Pregnant women have as much as 50 percent more blood flowing through them to reach the placenta and meet the baby’s needs (1). So, to keep blood volume high, the body may retain water during pregnancy, and this may cause dry mouth.

Additionally, the increased blood volume causes your kidneys to excrete more fluids, which results in frequent urination. Your mouth may become dry as your body loses more fluids.

Pregnancy increases your blood volume, so it’s important to maintain your fluid intake. This fact alone can greatly contribute to dry mouth, especially in the early stages of pregnancy when your blood volume is increasing. Adding an extra 1-2 cups of water to your daily routine will keep you hydrated.

Pregnancy-related abnormally high blood glucose levels are known as gestational diabetes. It may be the cause of your dry mouth because it makes you urinate frequently and makes you thirsty all the time.

Most women are screened for gestational diabetes between the 24th and 28th weeks of pregnancy. But if you’re concerned earlier, request a test from your healthcare provider, as gestational diabetes puts mom and baby at risk for complications (2).

Medications, such as antihistamines, painkillers, decongestants, diuretics, antidepressants, or other prescription drugs, could be another underlying cause. There are over 400 medications that list dry mouth as an adverse reaction (3). If you feel like your dry mouth may be a reaction to a medication or supplement you’re on, speak with your health care provider.

Did You Know? Your mouth’s health has a direct impact on the wellbeing of both you and your unborn child. Your heart, lungs, kidneys, liver, and all other organs can be impacted by oral bacteria.

Dry mouth can trap food between your teeth, your gums, and the back of your mouth, encouraging the growth of bacteria. Your capacity to fight off bacteria is decreased due to the low saliva levels associated with the condition.

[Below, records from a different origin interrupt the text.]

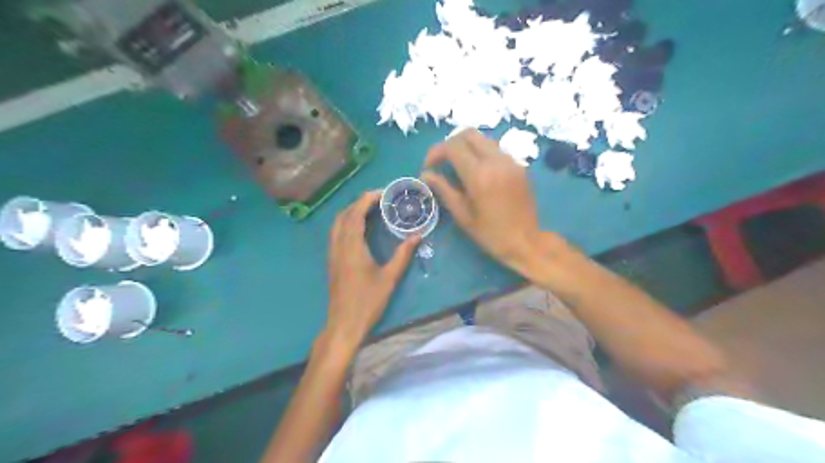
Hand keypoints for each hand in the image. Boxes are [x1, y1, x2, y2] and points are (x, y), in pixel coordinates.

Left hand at [326, 191, 420, 346]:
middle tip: (379, 200)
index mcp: (352, 246)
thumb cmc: (368, 302)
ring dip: (352, 212)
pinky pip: (336, 233)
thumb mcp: (389, 278)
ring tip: (371, 210)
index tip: (383, 193)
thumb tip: (417, 235)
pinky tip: (360, 230)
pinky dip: (347, 223)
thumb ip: (403, 254)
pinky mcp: (332, 261)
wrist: (344, 324)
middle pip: (344, 215)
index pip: (356, 213)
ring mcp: (332, 253)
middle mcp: (338, 245)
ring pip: (337, 223)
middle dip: (360, 202)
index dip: (367, 199)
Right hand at [421, 128, 545, 273]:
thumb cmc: (490, 234)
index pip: (453, 146)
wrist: (526, 241)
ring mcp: (510, 161)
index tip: (429, 166)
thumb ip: (444, 189)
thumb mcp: (462, 215)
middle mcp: (496, 161)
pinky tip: (477, 171)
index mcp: (479, 175)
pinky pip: (496, 150)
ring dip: (467, 147)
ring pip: (484, 139)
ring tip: (457, 166)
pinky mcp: (519, 166)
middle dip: (450, 144)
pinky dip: (481, 153)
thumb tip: (426, 174)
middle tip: (442, 162)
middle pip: (469, 134)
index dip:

While dry mouth is usually not serious, the bacteria will build up if you don’t treat it, potentially leading to bad breath, bleeding gums, infections, and even tooth decay (5).

Dry Mouth Early Pregnancy Sign

Editors Note: Katelyn Holt RN, BSN, BC

Pregnant women are more vulnerable to dental problems. Hormonal changes in pregnancy can lead to “pregnancy gingivitis,” which may cause gum swelling, bleeding, or tenderness (6).

You must take good care of your oral health because you are more susceptible to dental issues. Otherwise, it could affect your health, pregnancy, and baby’s health.

Dry Mouth Early Pregnancy Sign

Staying hydrated is key to preventing dry mouth. You should consume ten 8-ounce cups of fluids daily while pregnant, preferably water.

Coconut water, tea, and fruit juice are other good options. Sip on fluids throughout the day to stay well hydrated. Dark yellow urine means you need to drink more water. If it’s clear yellow, you’re staying hydrated.